Action item: Go through the entries below and write each one out exactly.

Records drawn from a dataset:
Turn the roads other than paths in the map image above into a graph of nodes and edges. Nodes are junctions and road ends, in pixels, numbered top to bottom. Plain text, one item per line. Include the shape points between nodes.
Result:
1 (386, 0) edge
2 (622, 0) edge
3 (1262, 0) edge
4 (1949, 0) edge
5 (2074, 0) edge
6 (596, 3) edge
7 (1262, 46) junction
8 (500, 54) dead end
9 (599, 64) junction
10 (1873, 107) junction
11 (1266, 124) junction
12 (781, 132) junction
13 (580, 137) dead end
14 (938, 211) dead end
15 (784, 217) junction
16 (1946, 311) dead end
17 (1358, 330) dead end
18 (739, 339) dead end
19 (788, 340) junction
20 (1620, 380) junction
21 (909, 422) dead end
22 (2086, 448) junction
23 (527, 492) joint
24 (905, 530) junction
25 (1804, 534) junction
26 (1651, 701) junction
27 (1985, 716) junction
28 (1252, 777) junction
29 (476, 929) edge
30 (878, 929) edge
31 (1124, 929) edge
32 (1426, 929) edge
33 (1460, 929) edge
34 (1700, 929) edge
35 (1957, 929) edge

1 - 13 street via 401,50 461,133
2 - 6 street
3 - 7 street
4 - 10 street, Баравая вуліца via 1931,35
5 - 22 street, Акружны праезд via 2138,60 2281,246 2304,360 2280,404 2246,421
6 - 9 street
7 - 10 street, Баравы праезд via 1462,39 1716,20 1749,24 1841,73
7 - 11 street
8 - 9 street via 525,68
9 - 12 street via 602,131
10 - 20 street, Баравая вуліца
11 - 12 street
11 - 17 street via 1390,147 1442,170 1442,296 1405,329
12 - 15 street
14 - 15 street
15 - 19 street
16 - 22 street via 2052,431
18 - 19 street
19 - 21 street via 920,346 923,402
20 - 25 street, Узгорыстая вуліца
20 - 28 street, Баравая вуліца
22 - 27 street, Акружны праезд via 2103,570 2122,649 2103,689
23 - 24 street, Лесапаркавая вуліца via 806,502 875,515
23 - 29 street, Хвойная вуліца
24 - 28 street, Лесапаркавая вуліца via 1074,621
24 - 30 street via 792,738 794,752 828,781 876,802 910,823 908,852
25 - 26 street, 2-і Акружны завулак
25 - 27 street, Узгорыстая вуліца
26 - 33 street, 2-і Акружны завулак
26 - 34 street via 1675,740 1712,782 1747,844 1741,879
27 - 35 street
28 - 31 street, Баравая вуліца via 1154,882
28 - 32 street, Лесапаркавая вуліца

Solution to this task:
Turn the roads other than paths in the map image above into a graph of nodes and edges. Nodes are junctions and road ends, in pixels, numbered top to bottom. Plain text, one item per line. Include the shape points between nodes.
Result:
1 (386, 0) edge
2 (622, 0) edge
3 (1262, 0) edge
4 (1949, 0) edge
5 (2074, 0) edge
6 (596, 3) edge
7 (1262, 46) junction
8 (500, 54) dead end
9 (599, 64) junction
10 (1873, 107) junction
11 (1266, 124) junction
12 (781, 132) junction
13 (580, 137) dead end
14 (938, 211) dead end
15 (784, 217) junction
16 (1946, 311) dead end
17 (1358, 330) dead end
18 (739, 339) dead end
19 (788, 340) junction
20 (1620, 380) junction
21 (909, 422) dead end
22 (2086, 448) junction
23 (527, 492) joint
24 (905, 530) junction
25 (1804, 534) junction
26 (1651, 701) junction
27 (1985, 716) junction
28 (1252, 777) junction
29 (476, 929) edge
30 (878, 929) edge
31 (1124, 929) edge
32 (1426, 929) edge
33 (1460, 929) edge
34 (1700, 929) edge
35 (1957, 929) edge

1 - 13 street via 401,50 461,133
2 - 6 street
3 - 7 street
4 - 10 street, Баравая вуліца via 1931,35
5 - 22 street, Акружны праезд via 2138,60 2281,246 2304,360 2280,404 2246,421
6 - 9 street
7 - 10 street, Баравы праезд via 1462,39 1716,20 1749,24 1841,73
7 - 11 street
8 - 9 street via 525,68
9 - 12 street via 602,131
10 - 20 street, Баравая вуліца
11 - 12 street
11 - 17 street via 1390,147 1442,170 1442,296 1405,329
12 - 15 street
14 - 15 street
15 - 19 street
16 - 22 street via 2052,431
18 - 19 street
19 - 21 street via 920,346 923,402
20 - 25 street, Узгорыстая вуліца
20 - 28 street, Баравая вуліца
22 - 27 street, Акружны праезд via 2103,570 2122,649 2103,689
23 - 24 street, Лесапаркавая вуліца via 806,502 875,515
23 - 29 street, Хвойная вуліца
24 - 28 street, Лесапаркавая вуліца via 1074,621
24 - 30 street via 792,738 794,752 828,781 876,802 910,823 908,852
25 - 26 street, 2-і Акружны завулак
25 - 27 street, Узгорыстая вуліца
26 - 33 street, 2-і Акружны завулак
26 - 34 street via 1675,740 1712,782 1747,844 1741,879
27 - 35 street
28 - 31 street, Баравая вуліца via 1154,882
28 - 32 street, Лесапаркавая вуліца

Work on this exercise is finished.